A new outbreak of bird flu, the type that had hit the planet in 2017

What is it, what is happening now and what is causing it?

258EACBB AF66 4D19 8DB7 4E3EB7971530 Avian Influenza

At a time when the planet is plagued by the COVID19 pandemic, bird flu is on the rise.

Many cases of severe avian influenza have recently been reported to the World Organization for Animal Health (OIE), with those in charge saying that the virus is spreading again and again quickly.

What is bird flu?

It is a type of flu caused by viruses, which adapt to the body of birds. The strains are divided into two types, depending on their transmissibility. The most highly contagious type is H5N1. Eight types have been found to 'pass' to humans.
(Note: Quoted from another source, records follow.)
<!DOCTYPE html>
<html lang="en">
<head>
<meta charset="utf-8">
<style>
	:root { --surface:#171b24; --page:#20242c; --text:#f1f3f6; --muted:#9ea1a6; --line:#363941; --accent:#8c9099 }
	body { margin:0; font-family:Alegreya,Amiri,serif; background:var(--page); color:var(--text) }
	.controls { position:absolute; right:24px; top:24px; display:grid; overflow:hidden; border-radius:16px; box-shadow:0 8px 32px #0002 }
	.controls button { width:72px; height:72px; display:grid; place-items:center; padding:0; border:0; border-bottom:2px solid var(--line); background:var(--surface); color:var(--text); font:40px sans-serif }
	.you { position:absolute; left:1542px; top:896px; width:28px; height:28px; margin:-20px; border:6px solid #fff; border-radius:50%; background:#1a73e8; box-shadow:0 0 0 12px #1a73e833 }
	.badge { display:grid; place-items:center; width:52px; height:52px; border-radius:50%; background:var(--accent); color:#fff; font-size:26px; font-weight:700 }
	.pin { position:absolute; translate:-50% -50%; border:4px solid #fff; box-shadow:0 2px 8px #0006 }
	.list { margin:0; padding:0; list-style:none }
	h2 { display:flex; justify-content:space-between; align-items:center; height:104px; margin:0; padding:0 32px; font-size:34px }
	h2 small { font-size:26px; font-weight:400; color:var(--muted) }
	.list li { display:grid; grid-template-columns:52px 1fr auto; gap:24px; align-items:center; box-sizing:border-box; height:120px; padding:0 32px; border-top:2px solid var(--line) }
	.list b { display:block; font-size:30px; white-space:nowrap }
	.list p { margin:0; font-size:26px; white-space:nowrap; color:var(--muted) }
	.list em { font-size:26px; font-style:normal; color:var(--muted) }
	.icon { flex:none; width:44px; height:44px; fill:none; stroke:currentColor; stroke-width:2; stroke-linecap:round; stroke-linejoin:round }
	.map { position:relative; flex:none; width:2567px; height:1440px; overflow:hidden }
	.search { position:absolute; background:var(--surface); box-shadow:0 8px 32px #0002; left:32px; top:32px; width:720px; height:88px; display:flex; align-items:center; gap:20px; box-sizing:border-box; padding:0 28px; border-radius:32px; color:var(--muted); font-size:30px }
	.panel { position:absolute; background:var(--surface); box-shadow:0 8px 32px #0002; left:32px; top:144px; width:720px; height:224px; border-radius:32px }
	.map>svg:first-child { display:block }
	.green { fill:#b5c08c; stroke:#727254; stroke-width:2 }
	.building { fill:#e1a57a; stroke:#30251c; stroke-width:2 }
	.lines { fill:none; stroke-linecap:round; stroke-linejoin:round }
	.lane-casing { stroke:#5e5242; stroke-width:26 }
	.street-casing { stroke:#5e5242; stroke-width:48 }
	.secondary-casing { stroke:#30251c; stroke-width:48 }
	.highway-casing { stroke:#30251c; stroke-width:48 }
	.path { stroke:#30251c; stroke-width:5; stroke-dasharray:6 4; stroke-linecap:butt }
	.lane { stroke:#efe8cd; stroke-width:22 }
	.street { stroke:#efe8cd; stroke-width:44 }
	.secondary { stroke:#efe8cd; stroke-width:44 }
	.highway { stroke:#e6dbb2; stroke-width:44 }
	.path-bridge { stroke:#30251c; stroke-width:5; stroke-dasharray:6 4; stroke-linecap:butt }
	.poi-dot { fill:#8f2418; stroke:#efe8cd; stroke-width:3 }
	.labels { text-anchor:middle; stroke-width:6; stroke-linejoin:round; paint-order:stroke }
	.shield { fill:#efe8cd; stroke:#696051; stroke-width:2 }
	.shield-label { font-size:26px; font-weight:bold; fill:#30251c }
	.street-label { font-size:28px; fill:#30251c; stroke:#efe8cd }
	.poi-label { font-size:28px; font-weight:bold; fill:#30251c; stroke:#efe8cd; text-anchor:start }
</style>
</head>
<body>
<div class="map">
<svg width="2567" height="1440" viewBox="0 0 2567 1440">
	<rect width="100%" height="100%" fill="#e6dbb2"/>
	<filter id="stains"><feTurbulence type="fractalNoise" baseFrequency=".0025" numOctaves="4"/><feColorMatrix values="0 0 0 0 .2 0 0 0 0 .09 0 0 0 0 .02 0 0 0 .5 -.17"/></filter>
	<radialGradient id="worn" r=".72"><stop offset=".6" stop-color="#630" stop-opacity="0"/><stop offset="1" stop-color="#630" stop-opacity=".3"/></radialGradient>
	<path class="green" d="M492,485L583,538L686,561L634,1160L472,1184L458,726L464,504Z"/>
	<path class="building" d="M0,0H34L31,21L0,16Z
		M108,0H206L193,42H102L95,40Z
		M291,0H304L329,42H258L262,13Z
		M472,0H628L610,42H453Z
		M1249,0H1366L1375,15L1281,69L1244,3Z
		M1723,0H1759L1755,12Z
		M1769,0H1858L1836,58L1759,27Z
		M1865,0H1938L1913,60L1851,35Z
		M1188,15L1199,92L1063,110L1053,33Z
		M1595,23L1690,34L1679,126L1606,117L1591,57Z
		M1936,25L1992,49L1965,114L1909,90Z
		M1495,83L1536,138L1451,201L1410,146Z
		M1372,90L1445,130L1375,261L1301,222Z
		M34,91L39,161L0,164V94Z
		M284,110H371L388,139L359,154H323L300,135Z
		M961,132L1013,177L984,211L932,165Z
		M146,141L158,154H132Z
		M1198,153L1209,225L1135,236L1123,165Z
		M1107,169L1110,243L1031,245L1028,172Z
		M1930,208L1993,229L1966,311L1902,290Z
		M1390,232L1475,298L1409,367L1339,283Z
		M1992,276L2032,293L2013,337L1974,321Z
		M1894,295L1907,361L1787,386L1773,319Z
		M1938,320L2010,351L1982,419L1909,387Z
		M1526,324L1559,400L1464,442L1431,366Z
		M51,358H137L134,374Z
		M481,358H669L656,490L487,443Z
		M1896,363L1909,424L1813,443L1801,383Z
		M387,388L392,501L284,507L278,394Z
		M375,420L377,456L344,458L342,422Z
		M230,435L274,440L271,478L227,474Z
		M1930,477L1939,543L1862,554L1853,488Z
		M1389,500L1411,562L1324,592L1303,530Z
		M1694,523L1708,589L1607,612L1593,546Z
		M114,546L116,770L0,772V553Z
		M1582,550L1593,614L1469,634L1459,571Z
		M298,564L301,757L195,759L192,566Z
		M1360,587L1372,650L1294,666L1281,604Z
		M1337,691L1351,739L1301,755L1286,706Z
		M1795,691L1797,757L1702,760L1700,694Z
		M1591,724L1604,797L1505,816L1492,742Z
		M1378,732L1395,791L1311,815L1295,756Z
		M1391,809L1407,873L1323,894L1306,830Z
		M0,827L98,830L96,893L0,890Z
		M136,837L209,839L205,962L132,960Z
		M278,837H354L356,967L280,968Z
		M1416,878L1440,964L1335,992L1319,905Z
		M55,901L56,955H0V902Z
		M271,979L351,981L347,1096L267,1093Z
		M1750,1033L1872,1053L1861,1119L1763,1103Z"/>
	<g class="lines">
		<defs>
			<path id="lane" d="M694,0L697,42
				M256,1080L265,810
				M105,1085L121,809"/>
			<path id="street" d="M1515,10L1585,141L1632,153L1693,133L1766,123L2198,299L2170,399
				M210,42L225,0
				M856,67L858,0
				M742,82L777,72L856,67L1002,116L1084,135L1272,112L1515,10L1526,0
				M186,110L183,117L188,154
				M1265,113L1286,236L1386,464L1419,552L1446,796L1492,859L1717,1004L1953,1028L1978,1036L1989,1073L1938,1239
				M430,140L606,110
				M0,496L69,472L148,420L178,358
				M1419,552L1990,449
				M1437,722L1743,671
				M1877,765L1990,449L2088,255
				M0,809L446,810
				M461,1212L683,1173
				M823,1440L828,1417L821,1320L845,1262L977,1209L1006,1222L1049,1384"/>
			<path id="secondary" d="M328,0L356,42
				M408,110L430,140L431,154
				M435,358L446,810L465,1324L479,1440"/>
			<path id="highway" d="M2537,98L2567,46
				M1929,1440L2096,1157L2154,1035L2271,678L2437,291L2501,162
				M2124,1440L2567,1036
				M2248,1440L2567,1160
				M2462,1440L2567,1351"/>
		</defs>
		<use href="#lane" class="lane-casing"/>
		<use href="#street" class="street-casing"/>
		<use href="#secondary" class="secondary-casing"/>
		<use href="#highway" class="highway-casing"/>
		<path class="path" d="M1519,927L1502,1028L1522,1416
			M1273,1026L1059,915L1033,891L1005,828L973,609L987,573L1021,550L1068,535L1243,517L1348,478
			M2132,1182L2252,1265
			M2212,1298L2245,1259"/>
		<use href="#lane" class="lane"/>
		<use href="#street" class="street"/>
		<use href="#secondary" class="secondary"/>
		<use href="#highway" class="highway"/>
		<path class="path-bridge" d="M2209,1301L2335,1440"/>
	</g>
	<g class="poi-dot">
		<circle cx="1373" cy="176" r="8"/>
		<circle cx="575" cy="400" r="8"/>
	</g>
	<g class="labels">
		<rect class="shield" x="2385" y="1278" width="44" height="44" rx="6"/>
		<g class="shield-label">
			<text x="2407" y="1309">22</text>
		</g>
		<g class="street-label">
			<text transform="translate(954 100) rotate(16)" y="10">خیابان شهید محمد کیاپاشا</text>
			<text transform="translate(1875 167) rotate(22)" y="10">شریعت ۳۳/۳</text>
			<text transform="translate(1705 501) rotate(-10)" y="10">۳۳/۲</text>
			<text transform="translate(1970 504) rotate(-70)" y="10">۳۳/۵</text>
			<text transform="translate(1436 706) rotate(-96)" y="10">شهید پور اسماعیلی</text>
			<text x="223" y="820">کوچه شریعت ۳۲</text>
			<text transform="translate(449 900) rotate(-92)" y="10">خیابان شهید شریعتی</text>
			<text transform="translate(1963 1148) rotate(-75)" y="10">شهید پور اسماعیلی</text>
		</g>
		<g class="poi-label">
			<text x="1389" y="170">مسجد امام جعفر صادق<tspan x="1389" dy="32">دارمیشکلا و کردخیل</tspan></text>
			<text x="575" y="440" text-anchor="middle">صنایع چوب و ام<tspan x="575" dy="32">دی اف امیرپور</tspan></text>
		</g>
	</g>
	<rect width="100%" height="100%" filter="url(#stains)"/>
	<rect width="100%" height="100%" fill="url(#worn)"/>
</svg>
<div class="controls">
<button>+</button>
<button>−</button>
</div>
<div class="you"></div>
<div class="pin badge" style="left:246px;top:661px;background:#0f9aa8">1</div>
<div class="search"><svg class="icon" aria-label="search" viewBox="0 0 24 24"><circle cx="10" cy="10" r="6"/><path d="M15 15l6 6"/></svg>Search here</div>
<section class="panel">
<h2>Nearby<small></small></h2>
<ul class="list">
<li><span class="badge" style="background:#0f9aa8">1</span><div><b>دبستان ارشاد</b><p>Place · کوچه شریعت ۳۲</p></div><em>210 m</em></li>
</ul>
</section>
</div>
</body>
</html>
The rate of infection of poultry birds is very low, while pigeons are not infected and do not transmit the virus.

Avian flu can rarely affect humans if they come in contact with animals, their feces, sleeping area or while preparing infected poultry for cooking.

In January 2017, the World Health Organization had issued a global alert for avian and avian influenza with the type H5N6. Cases have been reported in almost 40 countries around the world since the beginning of November 2016. The then new strain (H5N6) had hit Asia, where genes had been "exchanged" between four different viruses.

What is happening now

An outbreak of bird flu was also recorded in the last month of 2020 (the strain was H5N8) on a farm in southern Russia where 101.000 chickens had collapsed and died. The remaining 900.000 on the farm were killed. Of the 105 workers, five women and two men were infected. The World Health Organization had been notified, however the planet was at the peak of the pandemic and attention was paid elsewhere. A few months later, an outbreak of the H5N6 virus broke out and claimed the lives of 24 people, 48 of whom had been infected on a Chinese farm.

Poultry farming was put on alert and all the outbreaks that followed led to the killing of tens of millions of birds.

China reported 21 H5N6 human infections with bird flu in 2021. It was more than those that had occurred throughout 2020. An outbreak also occurred on a farm in the South Korean city of Chungcheongbuk-do, at about 770.000 poultry. All the animals were killed.

In Europe, Norway reported an outbreak in the Rogaland region in a swarm of 7.000 birds, Belgium put the country at increased risk and called on breeders to keep poultry indoors from Monday 15/11 - flu in wild geese near Antwerp.

France did something similar, while the Netherlands had done it since October. Early November was declared a bird flu prevention zone across the UK. By law, poultry farmers are required to follow strict biosecurity measures after killing a swarm that was the epicenter of an outbreak in Dundee, Scotland.

And this is the fault of humans - not animals

According to the Guardian, the WHO suspects, but has no evidence that Covid-19 is associated with intensive breeding of animals, on farms that are little controlled in Southeast Asia. Major epidemics that have been recorded in the last 30 years are associated with intensive livestock farming. Scientific evidence has shown that stressful, crowded living conditions cause the emergence and spread of many infectious diseases and act as an "epidemiological bridge" between wildlife and human infections.

According to the Food and Agriculture Organization of the United Nations (FAO), “Avian influenza viruses evolve into a large, diverse gene pool of viruses. A pathogen can become a super-infectious agent of the disease: in monocultures involving mass breeding of genetically identical animals selected for high food usurpation, an emerging super-infectious pathogen will spread rapidly within a swarm or herd. That is, some farms that aim to make a profit and do not fully comply with protocols become reservoirs of disease.

Governments and industry often blame wild birds for transmitting bird flu through migration routes. However, the evidence that farm-intensive farms "are potential mixing pots for young, deadly viruses" is growing.